__GOAL OF THE EXERCISE__.
Your job is to copy every line in the material containing the word "dead".

__DATA TO EXAMINE__.
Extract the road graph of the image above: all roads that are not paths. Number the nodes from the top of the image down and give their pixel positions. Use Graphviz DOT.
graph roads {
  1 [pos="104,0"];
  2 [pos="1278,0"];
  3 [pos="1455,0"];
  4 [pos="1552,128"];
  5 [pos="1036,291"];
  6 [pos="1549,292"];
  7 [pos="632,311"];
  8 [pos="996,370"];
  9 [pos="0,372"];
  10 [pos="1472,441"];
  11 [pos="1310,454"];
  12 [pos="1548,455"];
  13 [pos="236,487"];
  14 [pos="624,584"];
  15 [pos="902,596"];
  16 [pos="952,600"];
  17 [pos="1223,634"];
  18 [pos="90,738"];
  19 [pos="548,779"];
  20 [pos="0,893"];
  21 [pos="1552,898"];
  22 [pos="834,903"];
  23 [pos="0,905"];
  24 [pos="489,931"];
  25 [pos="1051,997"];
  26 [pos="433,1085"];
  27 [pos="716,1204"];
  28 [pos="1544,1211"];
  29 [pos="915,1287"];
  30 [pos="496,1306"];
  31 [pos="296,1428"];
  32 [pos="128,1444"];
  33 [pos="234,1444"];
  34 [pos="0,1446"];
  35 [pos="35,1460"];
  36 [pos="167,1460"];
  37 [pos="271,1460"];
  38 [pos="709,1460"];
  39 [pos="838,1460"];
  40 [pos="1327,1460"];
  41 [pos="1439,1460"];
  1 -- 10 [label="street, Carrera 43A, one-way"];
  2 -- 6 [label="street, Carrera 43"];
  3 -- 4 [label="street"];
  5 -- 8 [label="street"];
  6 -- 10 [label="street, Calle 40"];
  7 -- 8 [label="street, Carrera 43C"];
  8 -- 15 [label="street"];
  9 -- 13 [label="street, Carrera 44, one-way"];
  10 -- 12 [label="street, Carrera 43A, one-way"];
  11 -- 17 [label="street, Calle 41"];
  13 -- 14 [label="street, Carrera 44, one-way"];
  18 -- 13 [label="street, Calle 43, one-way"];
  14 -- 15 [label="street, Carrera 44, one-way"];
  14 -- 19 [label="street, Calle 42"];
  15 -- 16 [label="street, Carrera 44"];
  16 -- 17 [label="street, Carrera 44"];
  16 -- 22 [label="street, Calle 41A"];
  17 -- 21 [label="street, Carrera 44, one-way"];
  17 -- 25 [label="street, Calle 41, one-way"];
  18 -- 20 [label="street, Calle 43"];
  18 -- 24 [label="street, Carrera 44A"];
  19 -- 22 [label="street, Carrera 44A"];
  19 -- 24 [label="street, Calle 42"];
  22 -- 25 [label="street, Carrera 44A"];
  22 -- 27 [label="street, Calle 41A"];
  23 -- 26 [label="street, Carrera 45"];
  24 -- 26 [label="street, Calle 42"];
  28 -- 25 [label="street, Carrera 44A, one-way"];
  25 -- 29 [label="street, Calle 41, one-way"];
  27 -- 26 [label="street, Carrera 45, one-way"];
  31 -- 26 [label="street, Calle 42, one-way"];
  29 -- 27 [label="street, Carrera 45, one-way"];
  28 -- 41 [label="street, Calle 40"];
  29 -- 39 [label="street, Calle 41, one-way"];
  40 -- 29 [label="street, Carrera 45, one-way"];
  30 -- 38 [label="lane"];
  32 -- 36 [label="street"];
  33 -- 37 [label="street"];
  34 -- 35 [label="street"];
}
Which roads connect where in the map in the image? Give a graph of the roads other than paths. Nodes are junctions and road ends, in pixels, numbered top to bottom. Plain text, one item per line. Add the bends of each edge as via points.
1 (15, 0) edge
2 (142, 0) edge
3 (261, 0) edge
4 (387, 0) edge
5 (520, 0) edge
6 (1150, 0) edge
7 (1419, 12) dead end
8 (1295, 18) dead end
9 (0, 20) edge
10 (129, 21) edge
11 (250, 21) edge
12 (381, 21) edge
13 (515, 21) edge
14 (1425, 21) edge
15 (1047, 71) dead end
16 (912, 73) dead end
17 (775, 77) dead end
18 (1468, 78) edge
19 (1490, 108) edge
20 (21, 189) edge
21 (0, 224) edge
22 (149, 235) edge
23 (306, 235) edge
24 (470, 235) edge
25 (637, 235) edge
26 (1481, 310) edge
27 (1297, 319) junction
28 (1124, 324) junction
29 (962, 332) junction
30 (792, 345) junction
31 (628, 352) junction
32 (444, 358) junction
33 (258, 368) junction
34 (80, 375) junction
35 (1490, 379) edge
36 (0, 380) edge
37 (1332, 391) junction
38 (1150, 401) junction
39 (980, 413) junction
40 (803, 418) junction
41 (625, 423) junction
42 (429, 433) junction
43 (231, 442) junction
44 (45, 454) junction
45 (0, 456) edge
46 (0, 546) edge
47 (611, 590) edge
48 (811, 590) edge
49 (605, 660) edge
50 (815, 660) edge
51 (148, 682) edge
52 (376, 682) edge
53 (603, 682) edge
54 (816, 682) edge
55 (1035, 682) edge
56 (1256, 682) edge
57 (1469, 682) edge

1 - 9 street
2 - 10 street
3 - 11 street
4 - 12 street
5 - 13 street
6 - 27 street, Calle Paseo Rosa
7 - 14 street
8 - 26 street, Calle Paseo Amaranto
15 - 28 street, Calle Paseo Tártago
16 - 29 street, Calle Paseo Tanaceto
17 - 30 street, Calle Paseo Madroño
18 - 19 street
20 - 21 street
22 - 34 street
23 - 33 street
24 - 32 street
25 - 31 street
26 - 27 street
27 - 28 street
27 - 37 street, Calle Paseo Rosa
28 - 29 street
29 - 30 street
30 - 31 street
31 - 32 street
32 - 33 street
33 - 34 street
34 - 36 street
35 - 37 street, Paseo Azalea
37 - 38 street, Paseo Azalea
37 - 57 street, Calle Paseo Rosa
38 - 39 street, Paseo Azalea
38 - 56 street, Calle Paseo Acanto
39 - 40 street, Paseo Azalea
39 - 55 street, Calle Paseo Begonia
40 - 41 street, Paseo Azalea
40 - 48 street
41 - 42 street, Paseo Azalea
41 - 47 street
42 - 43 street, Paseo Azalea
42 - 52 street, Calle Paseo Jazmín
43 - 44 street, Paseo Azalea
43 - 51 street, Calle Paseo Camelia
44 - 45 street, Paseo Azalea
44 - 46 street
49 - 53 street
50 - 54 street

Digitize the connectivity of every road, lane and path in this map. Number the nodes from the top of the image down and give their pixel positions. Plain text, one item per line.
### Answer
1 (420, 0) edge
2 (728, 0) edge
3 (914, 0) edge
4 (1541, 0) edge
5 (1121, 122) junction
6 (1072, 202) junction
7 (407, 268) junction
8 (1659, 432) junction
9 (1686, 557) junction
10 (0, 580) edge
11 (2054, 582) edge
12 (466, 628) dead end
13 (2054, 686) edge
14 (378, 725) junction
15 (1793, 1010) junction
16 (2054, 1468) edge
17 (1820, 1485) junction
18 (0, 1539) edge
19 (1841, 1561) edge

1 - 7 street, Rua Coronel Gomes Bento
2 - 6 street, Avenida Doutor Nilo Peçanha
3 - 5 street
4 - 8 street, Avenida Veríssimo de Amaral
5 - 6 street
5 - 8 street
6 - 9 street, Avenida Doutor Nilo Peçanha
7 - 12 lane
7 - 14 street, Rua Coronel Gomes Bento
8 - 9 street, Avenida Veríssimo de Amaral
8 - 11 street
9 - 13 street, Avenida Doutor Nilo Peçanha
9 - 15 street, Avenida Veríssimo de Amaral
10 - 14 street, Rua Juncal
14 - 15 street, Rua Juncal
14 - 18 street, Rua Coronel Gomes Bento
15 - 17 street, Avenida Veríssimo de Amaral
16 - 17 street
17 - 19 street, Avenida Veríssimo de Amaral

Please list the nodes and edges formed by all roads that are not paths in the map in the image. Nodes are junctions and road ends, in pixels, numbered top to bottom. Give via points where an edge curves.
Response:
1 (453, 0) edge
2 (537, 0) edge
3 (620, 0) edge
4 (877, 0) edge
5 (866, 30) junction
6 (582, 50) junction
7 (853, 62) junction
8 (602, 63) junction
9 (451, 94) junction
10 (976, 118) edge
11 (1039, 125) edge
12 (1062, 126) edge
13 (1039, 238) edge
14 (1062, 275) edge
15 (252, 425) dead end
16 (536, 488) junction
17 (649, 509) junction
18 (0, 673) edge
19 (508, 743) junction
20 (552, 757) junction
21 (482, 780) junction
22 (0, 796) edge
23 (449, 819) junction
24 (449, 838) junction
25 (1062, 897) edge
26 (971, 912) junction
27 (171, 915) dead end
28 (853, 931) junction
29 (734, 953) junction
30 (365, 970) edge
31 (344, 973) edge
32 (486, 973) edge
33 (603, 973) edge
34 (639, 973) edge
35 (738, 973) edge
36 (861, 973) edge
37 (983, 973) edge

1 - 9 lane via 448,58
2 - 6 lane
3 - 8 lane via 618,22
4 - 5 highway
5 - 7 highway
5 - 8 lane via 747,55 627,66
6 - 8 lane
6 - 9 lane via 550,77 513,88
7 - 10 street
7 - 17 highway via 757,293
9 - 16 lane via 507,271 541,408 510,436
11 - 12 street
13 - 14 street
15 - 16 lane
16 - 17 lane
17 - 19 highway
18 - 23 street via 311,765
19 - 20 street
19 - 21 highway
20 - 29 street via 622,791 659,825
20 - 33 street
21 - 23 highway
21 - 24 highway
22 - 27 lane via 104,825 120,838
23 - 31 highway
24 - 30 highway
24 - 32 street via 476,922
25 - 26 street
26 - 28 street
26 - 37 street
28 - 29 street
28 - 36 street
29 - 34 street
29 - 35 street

__SOLUTION TO THIS EXERCISE__.
7 (1419, 12) dead end
8 (1295, 18) dead end
15 (1047, 71) dead end
16 (912, 73) dead end
17 (775, 77) dead end
12 (466, 628) dead end
15 (252, 425) dead end
27 (171, 915) dead end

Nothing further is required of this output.